Start of DATASET RECORDS

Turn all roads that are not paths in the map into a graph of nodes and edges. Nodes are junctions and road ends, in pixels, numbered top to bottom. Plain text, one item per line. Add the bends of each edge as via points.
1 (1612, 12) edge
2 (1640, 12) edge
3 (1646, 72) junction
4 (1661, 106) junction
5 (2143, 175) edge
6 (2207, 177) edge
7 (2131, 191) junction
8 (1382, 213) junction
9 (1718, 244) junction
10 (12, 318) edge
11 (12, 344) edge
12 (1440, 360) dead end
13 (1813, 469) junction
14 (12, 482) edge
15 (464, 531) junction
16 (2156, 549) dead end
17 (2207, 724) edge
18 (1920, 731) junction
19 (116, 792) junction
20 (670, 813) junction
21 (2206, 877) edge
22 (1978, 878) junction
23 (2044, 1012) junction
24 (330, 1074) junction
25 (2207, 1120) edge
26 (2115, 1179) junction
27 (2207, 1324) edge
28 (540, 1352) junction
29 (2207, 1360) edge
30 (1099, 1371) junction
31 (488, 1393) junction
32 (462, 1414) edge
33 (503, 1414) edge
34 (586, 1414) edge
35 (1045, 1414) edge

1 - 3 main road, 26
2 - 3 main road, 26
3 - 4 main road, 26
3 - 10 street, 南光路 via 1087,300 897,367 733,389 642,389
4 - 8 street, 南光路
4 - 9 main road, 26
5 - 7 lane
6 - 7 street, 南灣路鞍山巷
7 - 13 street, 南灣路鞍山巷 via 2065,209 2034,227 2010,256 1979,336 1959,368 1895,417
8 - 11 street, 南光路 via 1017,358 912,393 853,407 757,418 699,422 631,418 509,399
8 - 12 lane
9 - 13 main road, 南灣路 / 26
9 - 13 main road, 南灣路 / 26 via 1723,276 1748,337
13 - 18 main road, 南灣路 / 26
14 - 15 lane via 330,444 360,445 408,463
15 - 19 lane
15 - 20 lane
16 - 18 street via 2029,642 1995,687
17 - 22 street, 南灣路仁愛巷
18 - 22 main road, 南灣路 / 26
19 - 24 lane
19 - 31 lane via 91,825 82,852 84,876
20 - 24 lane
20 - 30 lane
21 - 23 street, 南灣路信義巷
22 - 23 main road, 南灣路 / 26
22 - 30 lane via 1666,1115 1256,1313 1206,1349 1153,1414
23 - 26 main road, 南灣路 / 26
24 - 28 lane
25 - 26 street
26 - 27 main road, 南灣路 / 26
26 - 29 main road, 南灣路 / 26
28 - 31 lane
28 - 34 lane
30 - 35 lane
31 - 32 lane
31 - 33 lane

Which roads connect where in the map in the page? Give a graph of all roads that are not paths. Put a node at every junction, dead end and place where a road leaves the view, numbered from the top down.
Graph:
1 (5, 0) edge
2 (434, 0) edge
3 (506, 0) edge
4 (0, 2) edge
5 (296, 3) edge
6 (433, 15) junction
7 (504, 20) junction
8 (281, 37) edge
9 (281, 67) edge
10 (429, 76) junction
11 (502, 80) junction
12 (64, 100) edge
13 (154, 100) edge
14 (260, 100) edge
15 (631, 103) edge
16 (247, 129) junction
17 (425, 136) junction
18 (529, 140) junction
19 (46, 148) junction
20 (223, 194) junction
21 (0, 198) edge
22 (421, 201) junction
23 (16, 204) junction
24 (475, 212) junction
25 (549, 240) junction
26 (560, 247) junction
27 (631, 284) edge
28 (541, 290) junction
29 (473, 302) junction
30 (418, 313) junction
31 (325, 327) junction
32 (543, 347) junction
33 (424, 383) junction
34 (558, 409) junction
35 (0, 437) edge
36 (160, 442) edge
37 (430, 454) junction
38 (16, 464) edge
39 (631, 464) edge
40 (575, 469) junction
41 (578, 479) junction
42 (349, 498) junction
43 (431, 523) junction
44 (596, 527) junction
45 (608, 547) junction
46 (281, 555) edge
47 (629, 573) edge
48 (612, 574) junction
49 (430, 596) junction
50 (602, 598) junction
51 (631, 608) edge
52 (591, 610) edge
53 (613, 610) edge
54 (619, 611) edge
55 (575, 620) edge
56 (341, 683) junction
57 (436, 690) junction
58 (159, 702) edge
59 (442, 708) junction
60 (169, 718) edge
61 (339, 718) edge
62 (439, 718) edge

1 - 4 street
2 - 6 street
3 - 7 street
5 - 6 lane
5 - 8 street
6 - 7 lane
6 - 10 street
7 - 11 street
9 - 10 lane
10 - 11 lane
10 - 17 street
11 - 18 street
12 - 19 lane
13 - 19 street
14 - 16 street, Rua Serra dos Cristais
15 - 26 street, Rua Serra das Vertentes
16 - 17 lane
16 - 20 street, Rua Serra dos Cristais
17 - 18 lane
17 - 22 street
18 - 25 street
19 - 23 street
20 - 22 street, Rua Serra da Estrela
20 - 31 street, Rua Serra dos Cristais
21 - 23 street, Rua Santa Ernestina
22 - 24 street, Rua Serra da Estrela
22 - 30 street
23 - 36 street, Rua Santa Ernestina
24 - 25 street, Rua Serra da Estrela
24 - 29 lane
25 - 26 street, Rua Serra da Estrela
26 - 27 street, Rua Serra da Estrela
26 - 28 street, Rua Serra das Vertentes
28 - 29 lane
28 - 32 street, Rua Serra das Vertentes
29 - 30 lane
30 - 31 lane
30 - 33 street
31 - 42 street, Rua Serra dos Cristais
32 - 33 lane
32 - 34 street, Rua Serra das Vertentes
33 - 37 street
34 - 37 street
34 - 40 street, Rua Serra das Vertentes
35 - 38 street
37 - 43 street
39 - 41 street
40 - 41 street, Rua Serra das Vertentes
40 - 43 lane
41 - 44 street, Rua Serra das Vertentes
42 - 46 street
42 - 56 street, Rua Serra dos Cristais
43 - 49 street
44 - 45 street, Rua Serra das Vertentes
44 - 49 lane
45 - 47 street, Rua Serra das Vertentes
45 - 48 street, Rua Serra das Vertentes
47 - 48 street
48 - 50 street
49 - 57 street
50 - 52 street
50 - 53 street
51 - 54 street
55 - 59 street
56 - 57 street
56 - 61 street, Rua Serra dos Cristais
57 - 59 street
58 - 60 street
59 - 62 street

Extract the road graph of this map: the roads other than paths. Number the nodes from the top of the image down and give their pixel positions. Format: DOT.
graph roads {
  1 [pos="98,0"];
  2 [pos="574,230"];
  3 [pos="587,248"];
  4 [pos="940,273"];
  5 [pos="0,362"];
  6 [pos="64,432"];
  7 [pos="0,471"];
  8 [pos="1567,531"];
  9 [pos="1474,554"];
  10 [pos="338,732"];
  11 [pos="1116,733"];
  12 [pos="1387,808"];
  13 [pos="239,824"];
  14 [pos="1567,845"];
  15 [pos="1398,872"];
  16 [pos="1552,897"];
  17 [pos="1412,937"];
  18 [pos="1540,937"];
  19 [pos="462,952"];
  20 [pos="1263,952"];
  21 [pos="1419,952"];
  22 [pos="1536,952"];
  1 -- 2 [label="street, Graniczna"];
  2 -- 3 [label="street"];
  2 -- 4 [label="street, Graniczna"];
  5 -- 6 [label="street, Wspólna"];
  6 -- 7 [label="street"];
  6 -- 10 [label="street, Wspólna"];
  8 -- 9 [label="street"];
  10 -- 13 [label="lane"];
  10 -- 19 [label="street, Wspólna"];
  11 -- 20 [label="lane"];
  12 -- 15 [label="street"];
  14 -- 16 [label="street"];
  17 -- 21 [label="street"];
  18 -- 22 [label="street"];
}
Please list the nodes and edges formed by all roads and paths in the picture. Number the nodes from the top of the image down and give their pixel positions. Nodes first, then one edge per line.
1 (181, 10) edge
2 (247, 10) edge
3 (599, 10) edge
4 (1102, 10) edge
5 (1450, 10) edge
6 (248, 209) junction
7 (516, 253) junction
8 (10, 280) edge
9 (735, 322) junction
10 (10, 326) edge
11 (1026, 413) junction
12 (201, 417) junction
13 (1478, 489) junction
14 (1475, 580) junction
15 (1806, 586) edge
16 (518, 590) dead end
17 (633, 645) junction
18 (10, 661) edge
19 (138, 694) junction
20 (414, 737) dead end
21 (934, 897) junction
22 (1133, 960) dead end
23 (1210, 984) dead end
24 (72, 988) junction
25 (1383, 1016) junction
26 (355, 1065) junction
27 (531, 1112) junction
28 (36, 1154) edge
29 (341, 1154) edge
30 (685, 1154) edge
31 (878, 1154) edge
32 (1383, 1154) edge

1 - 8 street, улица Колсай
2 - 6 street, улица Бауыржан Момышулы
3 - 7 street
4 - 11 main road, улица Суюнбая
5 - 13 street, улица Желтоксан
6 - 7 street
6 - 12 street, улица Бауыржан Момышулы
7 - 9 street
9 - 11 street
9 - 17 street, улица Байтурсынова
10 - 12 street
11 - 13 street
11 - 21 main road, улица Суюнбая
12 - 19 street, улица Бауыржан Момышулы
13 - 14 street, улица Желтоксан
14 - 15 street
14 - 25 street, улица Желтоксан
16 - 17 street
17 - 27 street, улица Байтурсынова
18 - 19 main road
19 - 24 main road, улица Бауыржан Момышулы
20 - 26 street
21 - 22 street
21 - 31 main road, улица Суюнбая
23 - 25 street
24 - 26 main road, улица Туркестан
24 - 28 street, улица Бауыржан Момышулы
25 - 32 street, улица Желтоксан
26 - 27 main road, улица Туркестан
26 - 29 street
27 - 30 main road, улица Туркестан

End of DATASET RECORDS

TASK GOAL:
Give again, exactly and with nothing added, the lines running from the one that contains "Please list the" to the last line of the material.

EXERCISE RESPONSE:
Please list the nodes and edges formed by all roads and paths in the picture. Number the nodes from the top of the image down and give their pixel positions. Nodes first, then one edge per line.
1 (181, 10) edge
2 (247, 10) edge
3 (599, 10) edge
4 (1102, 10) edge
5 (1450, 10) edge
6 (248, 209) junction
7 (516, 253) junction
8 (10, 280) edge
9 (735, 322) junction
10 (10, 326) edge
11 (1026, 413) junction
12 (201, 417) junction
13 (1478, 489) junction
14 (1475, 580) junction
15 (1806, 586) edge
16 (518, 590) dead end
17 (633, 645) junction
18 (10, 661) edge
19 (138, 694) junction
20 (414, 737) dead end
21 (934, 897) junction
22 (1133, 960) dead end
23 (1210, 984) dead end
24 (72, 988) junction
25 (1383, 1016) junction
26 (355, 1065) junction
27 (531, 1112) junction
28 (36, 1154) edge
29 (341, 1154) edge
30 (685, 1154) edge
31 (878, 1154) edge
32 (1383, 1154) edge

1 - 8 street, улица Колсай
2 - 6 street, улица Бауыржан Момышулы
3 - 7 street
4 - 11 main road, улица Суюнбая
5 - 13 street, улица Желтоксан
6 - 7 street
6 - 12 street, улица Бауыржан Момышулы
7 - 9 street
9 - 11 street
9 - 17 street, улица Байтурсынова
10 - 12 street
11 - 13 street
11 - 21 main road, улица Суюнбая
12 - 19 street, улица Бауыржан Момышулы
13 - 14 street, улица Желтоксан
14 - 15 street
14 - 25 street, улица Желтоксан
16 - 17 street
17 - 27 street, улица Байтурсынова
18 - 19 main road
19 - 24 main road, улица Бауыржан Момышулы
20 - 26 street
21 - 22 street
21 - 31 main road, улица Суюнбая
23 - 25 street
24 - 26 main road, улица Туркестан
24 - 28 street, улица Бауыржан Момышулы
25 - 32 street, улица Желтоксан
26 - 27 main road, улица Туркестан
26 - 29 street
27 - 30 main road, улица Туркестан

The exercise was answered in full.